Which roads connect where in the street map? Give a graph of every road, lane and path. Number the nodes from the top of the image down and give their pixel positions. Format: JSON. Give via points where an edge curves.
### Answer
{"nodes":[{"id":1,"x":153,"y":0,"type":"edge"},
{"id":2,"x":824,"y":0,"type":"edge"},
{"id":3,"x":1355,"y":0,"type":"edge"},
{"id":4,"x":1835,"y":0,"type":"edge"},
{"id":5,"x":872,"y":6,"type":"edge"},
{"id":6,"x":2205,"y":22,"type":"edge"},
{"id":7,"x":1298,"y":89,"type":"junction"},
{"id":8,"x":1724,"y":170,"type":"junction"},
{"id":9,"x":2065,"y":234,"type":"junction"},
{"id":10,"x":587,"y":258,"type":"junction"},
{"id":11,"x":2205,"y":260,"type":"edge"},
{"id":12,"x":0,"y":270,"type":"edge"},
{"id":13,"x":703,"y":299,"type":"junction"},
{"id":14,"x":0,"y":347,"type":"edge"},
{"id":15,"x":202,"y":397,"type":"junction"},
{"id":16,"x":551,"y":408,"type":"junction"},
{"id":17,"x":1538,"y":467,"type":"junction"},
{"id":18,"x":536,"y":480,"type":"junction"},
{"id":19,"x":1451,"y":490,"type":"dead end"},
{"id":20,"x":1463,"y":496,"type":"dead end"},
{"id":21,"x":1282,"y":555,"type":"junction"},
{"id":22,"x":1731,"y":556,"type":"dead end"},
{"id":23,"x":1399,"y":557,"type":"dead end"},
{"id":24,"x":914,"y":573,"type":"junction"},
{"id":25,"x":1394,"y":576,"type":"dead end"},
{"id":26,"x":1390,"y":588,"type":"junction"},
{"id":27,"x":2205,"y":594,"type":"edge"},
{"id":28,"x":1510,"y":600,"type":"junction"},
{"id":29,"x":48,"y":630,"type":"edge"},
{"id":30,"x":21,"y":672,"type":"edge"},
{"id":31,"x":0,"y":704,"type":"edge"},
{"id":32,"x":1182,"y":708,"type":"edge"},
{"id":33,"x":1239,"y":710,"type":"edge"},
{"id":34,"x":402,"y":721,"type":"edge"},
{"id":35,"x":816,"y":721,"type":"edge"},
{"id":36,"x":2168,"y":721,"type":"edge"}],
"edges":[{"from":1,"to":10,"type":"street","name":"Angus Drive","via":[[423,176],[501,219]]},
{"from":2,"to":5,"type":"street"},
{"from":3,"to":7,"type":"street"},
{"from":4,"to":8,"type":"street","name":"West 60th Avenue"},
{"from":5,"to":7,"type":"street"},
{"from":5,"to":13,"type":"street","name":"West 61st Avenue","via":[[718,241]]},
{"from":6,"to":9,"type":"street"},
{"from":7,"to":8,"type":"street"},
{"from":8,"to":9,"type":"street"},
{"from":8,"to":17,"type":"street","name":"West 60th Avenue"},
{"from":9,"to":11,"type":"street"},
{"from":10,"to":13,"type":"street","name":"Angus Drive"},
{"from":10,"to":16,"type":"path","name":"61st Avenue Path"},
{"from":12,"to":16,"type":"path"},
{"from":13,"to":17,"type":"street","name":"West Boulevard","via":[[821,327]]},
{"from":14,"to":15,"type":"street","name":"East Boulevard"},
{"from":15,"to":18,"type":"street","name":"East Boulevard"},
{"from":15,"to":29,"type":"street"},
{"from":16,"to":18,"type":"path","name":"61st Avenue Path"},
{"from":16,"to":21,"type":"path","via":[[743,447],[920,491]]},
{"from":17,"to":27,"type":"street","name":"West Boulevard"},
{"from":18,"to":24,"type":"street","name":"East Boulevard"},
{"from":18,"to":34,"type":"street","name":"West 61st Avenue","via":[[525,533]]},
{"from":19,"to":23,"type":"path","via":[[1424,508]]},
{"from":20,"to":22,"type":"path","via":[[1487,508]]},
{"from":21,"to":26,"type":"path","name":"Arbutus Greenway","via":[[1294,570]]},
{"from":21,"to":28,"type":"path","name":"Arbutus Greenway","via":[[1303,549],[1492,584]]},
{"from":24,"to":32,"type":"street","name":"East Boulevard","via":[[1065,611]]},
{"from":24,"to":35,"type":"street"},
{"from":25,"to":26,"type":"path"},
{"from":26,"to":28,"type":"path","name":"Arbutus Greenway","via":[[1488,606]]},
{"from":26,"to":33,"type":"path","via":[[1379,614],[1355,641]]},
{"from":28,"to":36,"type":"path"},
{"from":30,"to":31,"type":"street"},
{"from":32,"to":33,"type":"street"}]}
====
→ **Work instruction**:
Each record above must be transcribed exactly, and none may be skipped.

→ **Response to the task**:
Which roads connect where in the street map? Give a graph of every road, lane and path. Number the nodes from the top of the image down and give their pixel positions. Format: JSON. Give via points where an edge curves.
### Answer
{"nodes":[{"id":1,"x":153,"y":0,"type":"edge"},
{"id":2,"x":824,"y":0,"type":"edge"},
{"id":3,"x":1355,"y":0,"type":"edge"},
{"id":4,"x":1835,"y":0,"type":"edge"},
{"id":5,"x":872,"y":6,"type":"edge"},
{"id":6,"x":2205,"y":22,"type":"edge"},
{"id":7,"x":1298,"y":89,"type":"junction"},
{"id":8,"x":1724,"y":170,"type":"junction"},
{"id":9,"x":2065,"y":234,"type":"junction"},
{"id":10,"x":587,"y":258,"type":"junction"},
{"id":11,"x":2205,"y":260,"type":"edge"},
{"id":12,"x":0,"y":270,"type":"edge"},
{"id":13,"x":703,"y":299,"type":"junction"},
{"id":14,"x":0,"y":347,"type":"edge"},
{"id":15,"x":202,"y":397,"type":"junction"},
{"id":16,"x":551,"y":408,"type":"junction"},
{"id":17,"x":1538,"y":467,"type":"junction"},
{"id":18,"x":536,"y":480,"type":"junction"},
{"id":19,"x":1451,"y":490,"type":"dead end"},
{"id":20,"x":1463,"y":496,"type":"dead end"},
{"id":21,"x":1282,"y":555,"type":"junction"},
{"id":22,"x":1731,"y":556,"type":"dead end"},
{"id":23,"x":1399,"y":557,"type":"dead end"},
{"id":24,"x":914,"y":573,"type":"junction"},
{"id":25,"x":1394,"y":576,"type":"dead end"},
{"id":26,"x":1390,"y":588,"type":"junction"},
{"id":27,"x":2205,"y":594,"type":"edge"},
{"id":28,"x":1510,"y":600,"type":"junction"},
{"id":29,"x":48,"y":630,"type":"edge"},
{"id":30,"x":21,"y":672,"type":"edge"},
{"id":31,"x":0,"y":704,"type":"edge"},
{"id":32,"x":1182,"y":708,"type":"edge"},
{"id":33,"x":1239,"y":710,"type":"edge"},
{"id":34,"x":402,"y":721,"type":"edge"},
{"id":35,"x":816,"y":721,"type":"edge"},
{"id":36,"x":2168,"y":721,"type":"edge"}],
"edges":[{"from":1,"to":10,"type":"street","name":"Angus Drive","via":[[423,176],[501,219]]},
{"from":2,"to":5,"type":"street"},
{"from":3,"to":7,"type":"street"},
{"from":4,"to":8,"type":"street","name":"West 60th Avenue"},
{"from":5,"to":7,"type":"street"},
{"from":5,"to":13,"type":"street","name":"West 61st Avenue","via":[[718,241]]},
{"from":6,"to":9,"type":"street"},
{"from":7,"to":8,"type":"street"},
{"from":8,"to":9,"type":"street"},
{"from":8,"to":17,"type":"street","name":"West 60th Avenue"},
{"from":9,"to":11,"type":"street"},
{"from":10,"to":13,"type":"street","name":"Angus Drive"},
{"from":10,"to":16,"type":"path","name":"61st Avenue Path"},
{"from":12,"to":16,"type":"path"},
{"from":13,"to":17,"type":"street","name":"West Boulevard","via":[[821,327]]},
{"from":14,"to":15,"type":"street","name":"East Boulevard"},
{"from":15,"to":18,"type":"street","name":"East Boulevard"},
{"from":15,"to":29,"type":"street"},
{"from":16,"to":18,"type":"path","name":"61st Avenue Path"},
{"from":16,"to":21,"type":"path","via":[[743,447],[920,491]]},
{"from":17,"to":27,"type":"street","name":"West Boulevard"},
{"from":18,"to":24,"type":"street","name":"East Boulevard"},
{"from":18,"to":34,"type":"street","name":"West 61st Avenue","via":[[525,533]]},
{"from":19,"to":23,"type":"path","via":[[1424,508]]},
{"from":20,"to":22,"type":"path","via":[[1487,508]]},
{"from":21,"to":26,"type":"path","name":"Arbutus Greenway","via":[[1294,570]]},
{"from":21,"to":28,"type":"path","name":"Arbutus Greenway","via":[[1303,549],[1492,584]]},
{"from":24,"to":32,"type":"street","name":"East Boulevard","via":[[1065,611]]},
{"from":24,"to":35,"type":"street"},
{"from":25,"to":26,"type":"path"},
{"from":26,"to":28,"type":"path","name":"Arbutus Greenway","via":[[1488,606]]},
{"from":26,"to":33,"type":"path","via":[[1379,614],[1355,641]]},
{"from":28,"to":36,"type":"path"},
{"from":30,"to":31,"type":"street"},
{"from":32,"to":33,"type":"street"}]}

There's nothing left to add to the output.